Is Caliper related to the ThreadGrab product?

Caliper is an independent open-source project by Edon Adei. ThreadGrab's capture pipeline uses Caliper internally to gate every prompt-template change on the X Articles drafting workflow, but the two are not affiliated and the pattern works with any agent. ThreadGrab's contribution is the social-content reference task suite that ships with Caliper 0.3.2.

ThreadGrab's capture pipeline runs Caliper on every prompt-template change for the X Articles drafting workflow, and the 5-command recipe plus 30-line evaluator above are the production setup. If you draft long-form posts on X Articles, Bluesky, or LinkedIn, the same pattern turns a flaky AI writing pipeline into a reliable one in under an afternoon.

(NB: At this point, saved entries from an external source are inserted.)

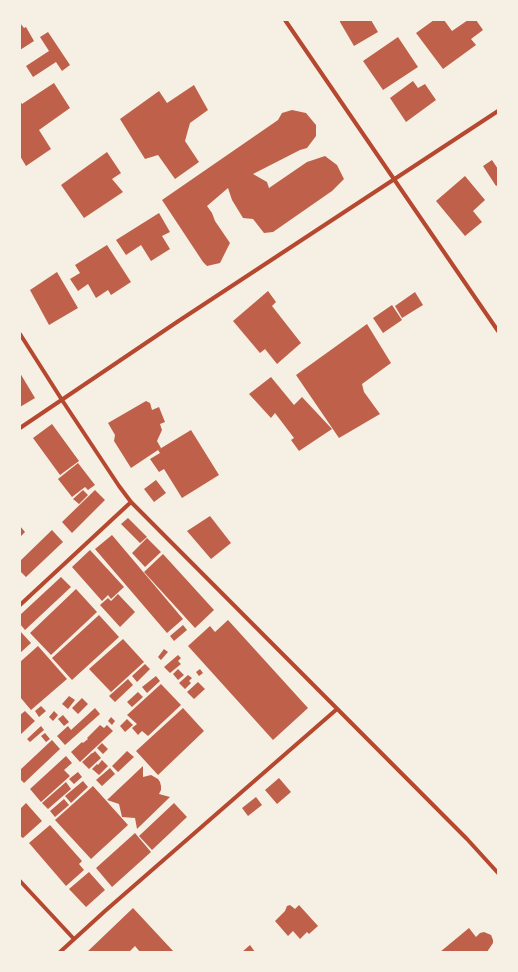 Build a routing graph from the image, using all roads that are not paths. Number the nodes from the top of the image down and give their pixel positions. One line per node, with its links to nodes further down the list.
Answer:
1 (285, 20): 3 (street)
2 (498, 111): 3 (street)
3 (394, 179): 4 (street); 6 (street)
4 (498, 331)
5 (20, 334): 6 (street)
6 (62, 400): 7 (street); 8 (street)
7 (20, 428)
8 (131, 502): 9 (street); 10 (street)
9 (20, 605)
10 (337, 709): 11 (street); 13 (street)
11 (498, 873)
12 (20, 881): 13 (street)
13 (74, 939): 14 (street)
14 (60, 952)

Try ThreadGrab — Free Social Archive

Reliability Is the New Quality

Caliper is the first tool that lets a social-content creator put a number on the question every AI writing user has been answering with gut feel. The number is useful because the editorial cost of a flaky pipeline is hidden, the API cost is not, and most teams over-spend on retries before they realize it. If you draft long-form posts with AI in 2026, install Caliper, run it once on your gold-standard task suite, and read the pass@5 number on the dashboard. If the number is below 60%, your prompt is the bottleneck. If it is above 90%, ship more. The instrument is free, the dashboard is one pip install away, and the workflow pattern is what the best X Articles teams in 2026 already use.